A few lucky, art-loving Liégeois got a partial glimpse of the new and improved Bocholtz before the official opening. While some rooms were still in the process of restoration, Bocholtz brass decided to test-drive the main exhibition rooms with a month-long, semi-private exhibition of works by Israeli artist David Gerstein. Anticipation mounted.

With work finally complete in every corner of the structure, Fornieri and his team definitively opened the Bocholtz to the public at the end of August 2014 with an homage to Belgian glassworker Louis Leloup. Although a Liège native, who got his start working for Belgian crystal and glassware brand Val Saint Lambert, Leloup has operated on the world stage as an independent artist for decades.

His greatest successes, for example, have been overseas. The local-boy-done-good has an entire museum dedicated to him in Kyoto, Japan. Established in 1997, the Musée Louis Leloup boasts three floors of Leloup originals, 600 works in total. Fifty of these were showcased at the Bocholtz for its official inaugural exhibition.

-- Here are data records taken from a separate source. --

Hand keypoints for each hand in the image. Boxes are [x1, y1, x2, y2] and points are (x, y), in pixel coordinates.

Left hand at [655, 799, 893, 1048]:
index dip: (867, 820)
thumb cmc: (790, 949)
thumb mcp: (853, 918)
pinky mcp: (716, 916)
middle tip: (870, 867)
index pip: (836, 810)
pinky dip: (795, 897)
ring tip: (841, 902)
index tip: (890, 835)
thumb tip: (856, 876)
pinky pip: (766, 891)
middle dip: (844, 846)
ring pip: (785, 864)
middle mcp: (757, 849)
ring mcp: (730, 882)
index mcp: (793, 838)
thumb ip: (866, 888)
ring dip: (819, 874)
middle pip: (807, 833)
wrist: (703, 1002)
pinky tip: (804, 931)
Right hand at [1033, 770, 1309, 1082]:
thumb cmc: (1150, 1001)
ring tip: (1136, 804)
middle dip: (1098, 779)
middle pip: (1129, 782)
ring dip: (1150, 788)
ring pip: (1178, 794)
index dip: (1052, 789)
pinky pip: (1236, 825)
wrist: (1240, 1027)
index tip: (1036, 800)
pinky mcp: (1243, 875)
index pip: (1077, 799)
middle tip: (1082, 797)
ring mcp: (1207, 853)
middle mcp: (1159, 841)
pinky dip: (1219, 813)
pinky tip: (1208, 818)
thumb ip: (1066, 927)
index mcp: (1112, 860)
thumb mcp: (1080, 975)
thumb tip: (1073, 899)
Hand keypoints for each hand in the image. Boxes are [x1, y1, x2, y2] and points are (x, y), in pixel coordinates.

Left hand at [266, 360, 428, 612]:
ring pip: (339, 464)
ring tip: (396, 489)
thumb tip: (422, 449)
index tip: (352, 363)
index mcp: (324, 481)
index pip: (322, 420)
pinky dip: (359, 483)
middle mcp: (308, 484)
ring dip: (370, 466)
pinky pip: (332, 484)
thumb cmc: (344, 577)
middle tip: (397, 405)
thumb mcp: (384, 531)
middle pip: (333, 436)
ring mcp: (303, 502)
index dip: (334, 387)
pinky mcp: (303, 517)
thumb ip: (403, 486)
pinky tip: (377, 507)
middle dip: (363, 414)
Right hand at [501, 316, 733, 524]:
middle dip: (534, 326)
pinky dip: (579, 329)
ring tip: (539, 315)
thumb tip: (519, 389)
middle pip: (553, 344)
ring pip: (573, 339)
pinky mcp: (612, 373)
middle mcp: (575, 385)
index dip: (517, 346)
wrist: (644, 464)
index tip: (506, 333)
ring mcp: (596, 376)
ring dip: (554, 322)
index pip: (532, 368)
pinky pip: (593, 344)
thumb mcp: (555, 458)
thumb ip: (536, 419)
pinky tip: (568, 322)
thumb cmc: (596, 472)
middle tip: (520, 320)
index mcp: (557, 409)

It was followed by  L’Expérience du Mouvement which featured more than 100 works in various media by pioneering French Impressionists Edgar Degas, Auguste Rodin and Claude Monet.  “This was a milestone for us at the Bocholtz,” Hubert says. “It was our first major public exhibition and, what’s more, the featured artists are legends. Degas and his peers were clear precursors of twentieth-century modern art. Their influence can still be felt today.”

The Impressionists’ contributions to contemporary artistic practice are indeed legion. They broke with tradition in matters of form and content. Bored with monumental Romantic tableaux of epic scenes drawn from history and mythology, Degas in particular found his inspiration in the daily life around him. He documented the mundane street scene, the horse race, the cafe, and he did so with kinetic verve. His seemingly hasty strokes suggested the constant movement of modern life, which, the Impressionists were the first to realise, was more than just a new experience; it was an entirely new way of experiencing the world.

 This is a fitting manifesto for Fornieri and his new Maison Internationale de Liège, whose staff embrace this progressive, internationalist brand of modernity. But if their eyes are fixed forward, that doesn’t mean the Bocholtz is turning its back on a very substantial historical legacy. A guided tour of the entire building is available on request. This is a veritable voyage through time. Highlights include the creepy crypt, which has yet to be used for exhibition purposes. So the Bocholtz combines the best of old and new under one (ornate) roof.